The Freedom Alliance (Vapauden Liitto, '), is a national conservative registered political party in Finland. The party was founded by Ossi Tiihonen after splitting from the Power Belongs to the People (VKK) party in February 2022. They met the 5,000 signatures requirement for registering as a political party in one day on 19 April 2022, and were officially registered on 6 May 2022.

==Background==
The Freedom Alliance was founded by influential members of the Power Belongs to the People (VKK) party, who left due to Ano Turtiainen's leadership and support of the Russian Federation and Vladimir Putin, as well as citing his authoritarian leadership and the religious views of the party.
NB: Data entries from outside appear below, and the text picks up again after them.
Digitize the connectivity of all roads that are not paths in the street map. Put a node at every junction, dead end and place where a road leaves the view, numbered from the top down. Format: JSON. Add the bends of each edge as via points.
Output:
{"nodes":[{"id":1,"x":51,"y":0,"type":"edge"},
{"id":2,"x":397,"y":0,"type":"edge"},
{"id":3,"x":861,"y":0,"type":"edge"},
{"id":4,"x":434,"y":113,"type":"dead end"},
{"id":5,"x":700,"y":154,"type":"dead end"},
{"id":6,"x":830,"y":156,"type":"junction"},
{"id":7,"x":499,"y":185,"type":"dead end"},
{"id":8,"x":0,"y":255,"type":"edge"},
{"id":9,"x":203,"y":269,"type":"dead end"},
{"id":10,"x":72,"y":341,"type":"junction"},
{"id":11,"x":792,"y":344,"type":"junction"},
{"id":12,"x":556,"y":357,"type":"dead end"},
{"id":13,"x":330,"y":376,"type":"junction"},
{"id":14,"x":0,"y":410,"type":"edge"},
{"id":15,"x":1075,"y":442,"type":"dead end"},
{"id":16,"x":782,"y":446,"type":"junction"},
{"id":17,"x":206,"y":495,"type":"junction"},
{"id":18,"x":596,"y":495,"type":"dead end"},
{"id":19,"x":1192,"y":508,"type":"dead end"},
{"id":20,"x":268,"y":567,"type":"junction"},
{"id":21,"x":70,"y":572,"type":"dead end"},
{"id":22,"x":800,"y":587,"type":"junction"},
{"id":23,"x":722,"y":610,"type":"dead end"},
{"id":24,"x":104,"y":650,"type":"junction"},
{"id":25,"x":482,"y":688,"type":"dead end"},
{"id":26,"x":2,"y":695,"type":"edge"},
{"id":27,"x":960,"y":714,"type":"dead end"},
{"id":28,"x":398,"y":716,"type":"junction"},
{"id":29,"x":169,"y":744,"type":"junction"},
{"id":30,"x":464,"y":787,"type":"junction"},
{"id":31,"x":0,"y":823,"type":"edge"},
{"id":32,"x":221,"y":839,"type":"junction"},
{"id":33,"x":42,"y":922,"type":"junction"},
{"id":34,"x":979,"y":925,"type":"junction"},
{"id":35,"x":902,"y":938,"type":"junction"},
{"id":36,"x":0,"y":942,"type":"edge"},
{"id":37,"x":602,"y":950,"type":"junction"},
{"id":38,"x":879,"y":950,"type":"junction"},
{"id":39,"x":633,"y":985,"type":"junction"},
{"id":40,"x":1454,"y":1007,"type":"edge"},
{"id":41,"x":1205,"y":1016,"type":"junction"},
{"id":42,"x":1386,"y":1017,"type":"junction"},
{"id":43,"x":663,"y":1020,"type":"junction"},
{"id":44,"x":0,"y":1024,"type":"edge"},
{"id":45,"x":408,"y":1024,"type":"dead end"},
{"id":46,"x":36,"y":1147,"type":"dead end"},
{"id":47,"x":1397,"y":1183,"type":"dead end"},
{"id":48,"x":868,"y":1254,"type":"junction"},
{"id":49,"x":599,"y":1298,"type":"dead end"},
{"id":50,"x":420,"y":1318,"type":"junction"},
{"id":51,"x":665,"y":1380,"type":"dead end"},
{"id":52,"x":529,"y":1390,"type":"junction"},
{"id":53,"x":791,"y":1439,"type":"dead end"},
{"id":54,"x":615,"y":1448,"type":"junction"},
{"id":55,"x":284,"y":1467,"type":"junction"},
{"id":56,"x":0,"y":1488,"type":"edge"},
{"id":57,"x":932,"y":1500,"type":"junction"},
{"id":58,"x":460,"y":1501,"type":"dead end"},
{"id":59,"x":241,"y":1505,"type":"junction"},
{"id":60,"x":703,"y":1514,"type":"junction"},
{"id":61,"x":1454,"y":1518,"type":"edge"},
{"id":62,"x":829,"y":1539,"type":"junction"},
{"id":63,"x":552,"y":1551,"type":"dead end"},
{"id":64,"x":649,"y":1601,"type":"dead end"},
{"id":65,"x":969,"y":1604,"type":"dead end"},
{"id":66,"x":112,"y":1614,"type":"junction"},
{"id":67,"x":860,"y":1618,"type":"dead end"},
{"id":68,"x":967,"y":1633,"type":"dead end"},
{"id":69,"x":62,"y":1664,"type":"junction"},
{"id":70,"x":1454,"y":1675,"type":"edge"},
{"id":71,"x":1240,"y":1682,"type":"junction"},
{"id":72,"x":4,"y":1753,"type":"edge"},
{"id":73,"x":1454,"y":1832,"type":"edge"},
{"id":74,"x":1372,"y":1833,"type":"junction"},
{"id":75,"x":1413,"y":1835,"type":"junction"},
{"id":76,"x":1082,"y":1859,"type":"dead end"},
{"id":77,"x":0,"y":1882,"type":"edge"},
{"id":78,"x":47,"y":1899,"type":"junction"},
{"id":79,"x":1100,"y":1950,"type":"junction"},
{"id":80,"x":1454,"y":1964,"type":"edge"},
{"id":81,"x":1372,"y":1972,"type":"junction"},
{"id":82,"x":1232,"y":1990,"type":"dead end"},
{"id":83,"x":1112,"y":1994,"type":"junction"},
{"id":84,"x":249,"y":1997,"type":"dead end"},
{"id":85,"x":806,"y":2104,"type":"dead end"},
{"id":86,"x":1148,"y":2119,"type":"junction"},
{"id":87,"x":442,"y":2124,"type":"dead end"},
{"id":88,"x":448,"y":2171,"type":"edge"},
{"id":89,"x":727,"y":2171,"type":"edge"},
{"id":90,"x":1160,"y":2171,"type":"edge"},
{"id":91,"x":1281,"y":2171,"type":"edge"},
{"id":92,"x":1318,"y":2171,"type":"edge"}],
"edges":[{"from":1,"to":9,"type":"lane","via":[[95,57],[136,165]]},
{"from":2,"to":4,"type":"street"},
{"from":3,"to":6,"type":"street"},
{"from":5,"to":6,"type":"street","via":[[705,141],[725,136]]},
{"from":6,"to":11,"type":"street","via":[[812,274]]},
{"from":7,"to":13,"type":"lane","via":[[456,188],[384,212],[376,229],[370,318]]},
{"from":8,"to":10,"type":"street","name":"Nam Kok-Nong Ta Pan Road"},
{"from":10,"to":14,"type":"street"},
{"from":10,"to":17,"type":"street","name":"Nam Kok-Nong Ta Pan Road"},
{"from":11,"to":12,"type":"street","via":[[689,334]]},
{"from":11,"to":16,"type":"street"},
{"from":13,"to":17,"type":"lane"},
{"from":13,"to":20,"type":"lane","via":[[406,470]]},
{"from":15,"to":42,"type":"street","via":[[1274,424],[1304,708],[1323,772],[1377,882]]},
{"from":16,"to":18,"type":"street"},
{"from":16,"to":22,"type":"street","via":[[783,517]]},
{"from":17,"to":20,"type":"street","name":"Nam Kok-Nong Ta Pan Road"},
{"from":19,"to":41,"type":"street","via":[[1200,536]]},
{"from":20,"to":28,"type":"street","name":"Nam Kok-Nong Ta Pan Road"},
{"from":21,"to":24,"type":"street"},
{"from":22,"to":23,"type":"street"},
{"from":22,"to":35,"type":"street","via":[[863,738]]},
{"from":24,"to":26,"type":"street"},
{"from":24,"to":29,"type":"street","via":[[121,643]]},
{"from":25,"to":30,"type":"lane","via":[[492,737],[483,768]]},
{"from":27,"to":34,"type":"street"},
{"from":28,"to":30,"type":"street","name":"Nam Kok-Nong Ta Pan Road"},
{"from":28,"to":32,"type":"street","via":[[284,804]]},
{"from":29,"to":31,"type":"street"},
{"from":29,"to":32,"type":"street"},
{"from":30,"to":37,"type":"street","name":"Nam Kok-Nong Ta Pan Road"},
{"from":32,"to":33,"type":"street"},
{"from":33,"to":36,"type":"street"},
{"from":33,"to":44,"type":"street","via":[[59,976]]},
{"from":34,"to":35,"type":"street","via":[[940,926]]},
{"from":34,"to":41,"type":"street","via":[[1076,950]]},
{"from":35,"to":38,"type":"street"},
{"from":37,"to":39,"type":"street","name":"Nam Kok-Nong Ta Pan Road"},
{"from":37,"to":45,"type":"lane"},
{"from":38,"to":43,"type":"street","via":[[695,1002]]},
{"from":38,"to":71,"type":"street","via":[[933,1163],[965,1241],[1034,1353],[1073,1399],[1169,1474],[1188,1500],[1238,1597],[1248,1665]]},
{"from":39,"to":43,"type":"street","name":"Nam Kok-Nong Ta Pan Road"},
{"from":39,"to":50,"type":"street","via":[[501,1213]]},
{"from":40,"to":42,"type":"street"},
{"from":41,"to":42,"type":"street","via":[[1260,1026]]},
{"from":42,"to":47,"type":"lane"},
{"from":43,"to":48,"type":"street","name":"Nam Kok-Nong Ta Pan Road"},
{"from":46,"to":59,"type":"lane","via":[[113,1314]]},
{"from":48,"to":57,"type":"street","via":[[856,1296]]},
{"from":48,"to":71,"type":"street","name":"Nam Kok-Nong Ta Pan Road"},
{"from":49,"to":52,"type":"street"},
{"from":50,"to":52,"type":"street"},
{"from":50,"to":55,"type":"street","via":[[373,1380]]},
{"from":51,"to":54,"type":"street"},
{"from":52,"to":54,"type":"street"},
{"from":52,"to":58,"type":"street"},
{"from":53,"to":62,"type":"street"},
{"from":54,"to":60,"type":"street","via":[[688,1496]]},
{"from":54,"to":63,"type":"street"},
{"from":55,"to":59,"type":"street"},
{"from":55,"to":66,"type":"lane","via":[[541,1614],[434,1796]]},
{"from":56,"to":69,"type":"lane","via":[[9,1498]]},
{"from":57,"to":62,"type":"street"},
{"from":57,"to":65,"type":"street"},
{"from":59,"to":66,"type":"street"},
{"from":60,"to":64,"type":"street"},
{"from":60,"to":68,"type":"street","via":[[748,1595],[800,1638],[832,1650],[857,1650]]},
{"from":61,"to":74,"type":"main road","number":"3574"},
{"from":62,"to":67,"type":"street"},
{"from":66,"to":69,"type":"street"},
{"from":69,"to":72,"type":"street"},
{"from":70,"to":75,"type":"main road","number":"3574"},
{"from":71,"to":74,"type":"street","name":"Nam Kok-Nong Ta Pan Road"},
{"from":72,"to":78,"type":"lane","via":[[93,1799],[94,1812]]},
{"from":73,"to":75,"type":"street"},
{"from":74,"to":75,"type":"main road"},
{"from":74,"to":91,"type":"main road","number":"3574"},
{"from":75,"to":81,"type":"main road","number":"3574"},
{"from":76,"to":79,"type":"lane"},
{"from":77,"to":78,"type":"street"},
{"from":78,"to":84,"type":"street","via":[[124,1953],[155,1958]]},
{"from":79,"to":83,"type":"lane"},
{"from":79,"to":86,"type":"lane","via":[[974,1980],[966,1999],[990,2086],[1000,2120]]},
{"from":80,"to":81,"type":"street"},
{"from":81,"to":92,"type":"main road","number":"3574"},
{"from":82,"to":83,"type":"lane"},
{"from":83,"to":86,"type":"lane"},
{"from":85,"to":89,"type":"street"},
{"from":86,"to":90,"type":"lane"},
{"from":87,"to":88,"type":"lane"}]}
Ossi Tiihonen, founder of the Freedom Alliance, is a regional councilor for Lohja and was a member of the Finns Party before joining the VKK. Cia Grönborg, former party secretary, and Heli Rämäkkö, a previous vice-chairwoman, were also both influential members of the VKK and have worked as regional councilors for Espoo and Seinäjoki, respectively. They left the VKK due to perceived authoritarianism and lack of freedom to criticize the party leadership under Ano Turtiainen. In return, Turtiainen accused the splitters of being self-interested.

== Ideology ==

=== Foreign Policy ===
The Freedom Alliance advocates for Finland to leave the European Union and condemns the EU as being anti-democratic, globalist and elitist. They are also against NATO and the United States, proclaiming that cooperation with the U.S. has turned Finland into a satellite state. The party is opposed to transatlanticism, instead advocating for the return of the Paasikivi–Kekkonen doctrine. Despite opposition to the European Union, they support European and international cooperation.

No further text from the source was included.